I haven’t spent five minutes in a dark, quiet confessional in years, but I’ve spent a lot of hours contemplating. I stopped making a laundry list of transgressions but I can still relish that feeling of possibility that comes from starting afresh.
And I can tell you this: in my house, the revolution won’t be televised.
What will your New Year’s revolution be?
8 Comments Add yours
Great idea. I wish you’d include me in your revolution and in your family. Cause I just probably won’t stop by myself.
BTW, we did not raise Jacob religiously at all. But when we went to Notre Dame in Paris, he asked about the confessionals. I explained how you tell your sins and are given penance and forgiveness. “Mom,” he said, and he started confessing to right there. I had to give him penance and forgive. It was so very hard not to giggle. He was 7.
LikeLiked by 1 person
Jacob is a smart kid. I think at seven you need your Mom’s forgiveness more than anything else’s ;-). It’s hard. I went to a kids and technology round table recently and they were talking about the dopamine spurt you get when you hear the little pinger on your phone….so I’ve stopped brining my phone out with me as much. If for no other reason than I felt like Pavlov’s dog when they said that!

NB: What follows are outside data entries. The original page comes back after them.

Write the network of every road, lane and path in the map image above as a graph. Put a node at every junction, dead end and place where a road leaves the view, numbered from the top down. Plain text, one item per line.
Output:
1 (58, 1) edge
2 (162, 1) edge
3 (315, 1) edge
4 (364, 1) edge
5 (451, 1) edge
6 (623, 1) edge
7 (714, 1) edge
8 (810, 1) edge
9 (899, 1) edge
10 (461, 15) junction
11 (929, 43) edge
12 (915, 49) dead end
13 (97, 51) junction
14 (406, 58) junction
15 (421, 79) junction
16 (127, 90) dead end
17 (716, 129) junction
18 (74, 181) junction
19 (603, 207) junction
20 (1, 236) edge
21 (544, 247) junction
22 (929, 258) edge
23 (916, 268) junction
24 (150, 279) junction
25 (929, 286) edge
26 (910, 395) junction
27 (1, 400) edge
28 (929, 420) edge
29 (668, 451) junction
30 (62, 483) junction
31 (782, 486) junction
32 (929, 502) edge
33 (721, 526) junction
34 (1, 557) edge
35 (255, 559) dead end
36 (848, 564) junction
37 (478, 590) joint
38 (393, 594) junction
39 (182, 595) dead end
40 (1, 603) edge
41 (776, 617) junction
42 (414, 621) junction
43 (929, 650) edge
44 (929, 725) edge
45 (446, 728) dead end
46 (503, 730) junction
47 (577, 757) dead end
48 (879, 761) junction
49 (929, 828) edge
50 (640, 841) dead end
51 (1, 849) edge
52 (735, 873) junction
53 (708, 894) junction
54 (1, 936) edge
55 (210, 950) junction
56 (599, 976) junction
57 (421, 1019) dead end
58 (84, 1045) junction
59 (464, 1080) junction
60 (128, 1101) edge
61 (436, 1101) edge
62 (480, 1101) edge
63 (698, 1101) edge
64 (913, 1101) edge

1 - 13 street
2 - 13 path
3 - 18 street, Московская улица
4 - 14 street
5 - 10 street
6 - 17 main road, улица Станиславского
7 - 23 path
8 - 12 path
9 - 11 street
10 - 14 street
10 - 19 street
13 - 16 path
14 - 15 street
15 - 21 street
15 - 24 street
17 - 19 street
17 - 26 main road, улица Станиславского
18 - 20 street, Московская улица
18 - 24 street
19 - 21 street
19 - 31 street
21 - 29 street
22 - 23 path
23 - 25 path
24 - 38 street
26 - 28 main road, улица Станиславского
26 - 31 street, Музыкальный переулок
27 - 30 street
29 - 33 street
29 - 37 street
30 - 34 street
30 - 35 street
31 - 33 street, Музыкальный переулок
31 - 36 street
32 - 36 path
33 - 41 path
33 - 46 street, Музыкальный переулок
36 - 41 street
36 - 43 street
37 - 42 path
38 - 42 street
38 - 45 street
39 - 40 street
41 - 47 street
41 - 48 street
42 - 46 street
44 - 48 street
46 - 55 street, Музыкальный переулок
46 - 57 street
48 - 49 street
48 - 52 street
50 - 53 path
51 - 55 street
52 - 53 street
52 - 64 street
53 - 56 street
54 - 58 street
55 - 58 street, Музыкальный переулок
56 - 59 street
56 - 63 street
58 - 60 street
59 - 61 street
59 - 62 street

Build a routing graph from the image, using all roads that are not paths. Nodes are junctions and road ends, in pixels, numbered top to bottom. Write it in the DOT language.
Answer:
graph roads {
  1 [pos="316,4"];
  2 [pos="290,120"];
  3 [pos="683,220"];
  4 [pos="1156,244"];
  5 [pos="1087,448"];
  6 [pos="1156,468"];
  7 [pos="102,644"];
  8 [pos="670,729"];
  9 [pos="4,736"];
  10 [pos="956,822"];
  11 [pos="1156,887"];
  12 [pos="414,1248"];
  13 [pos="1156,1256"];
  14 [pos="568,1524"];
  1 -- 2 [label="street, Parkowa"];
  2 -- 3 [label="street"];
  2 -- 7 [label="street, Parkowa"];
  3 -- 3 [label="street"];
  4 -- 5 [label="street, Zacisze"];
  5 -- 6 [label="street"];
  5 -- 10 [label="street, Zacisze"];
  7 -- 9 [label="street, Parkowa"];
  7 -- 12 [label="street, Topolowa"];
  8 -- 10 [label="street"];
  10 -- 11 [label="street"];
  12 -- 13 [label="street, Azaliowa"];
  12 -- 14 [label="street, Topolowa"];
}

Wait, did I just guest post on your blog? Right down to the websites you kill time on! I am right with you on your resolution. Need to put down the iPhone. It’s just so, so hard. We perhaps need a support group…
Stephanie, see my comment above about the Pavlovian response we have with our phones. There is something wrong with that on some level to me. I don’t want to be that connected. I really don’t.
LikeLiked by 1 person
I’m really interested in how this goes. Our collective screen time has ballooned out of control (and I’m only kidding myself when I say it will get better now that the kids are back in school!).
I will let you know. So far the kids haven’t been allowed computer time this school week, but I have let them watch television for a bit after dinner. They need to relax and unwind too. I don’t want to be cruel and unusual about it. They seem fine. I’ve been trying to bring my phone out less and close my computer when I’m not working. It’s going to take some time and some fine tuning for sure….
LikeLiked by 1 person
My tech use fluctuates with my free time. I am not disciplined enough to be bored any longer, which is not good. I did the Nov Novel thing this year also and found it wonderfully freeing.
Another well written and thoughtful post.
As exhausted as I was by the November novel challenge (I still am not sure why I felt so invested in it!), it was exhilarating…mostly to find out of what I was capable of. None of us are capable of being bored any more. That’s the whole problem. I keep trying to explain to my kids that I used to get bored too, only I didn’t have a iPad to fall back on for entertainment. But they’re never going to get it, not completely. Thank you for the compliments as well!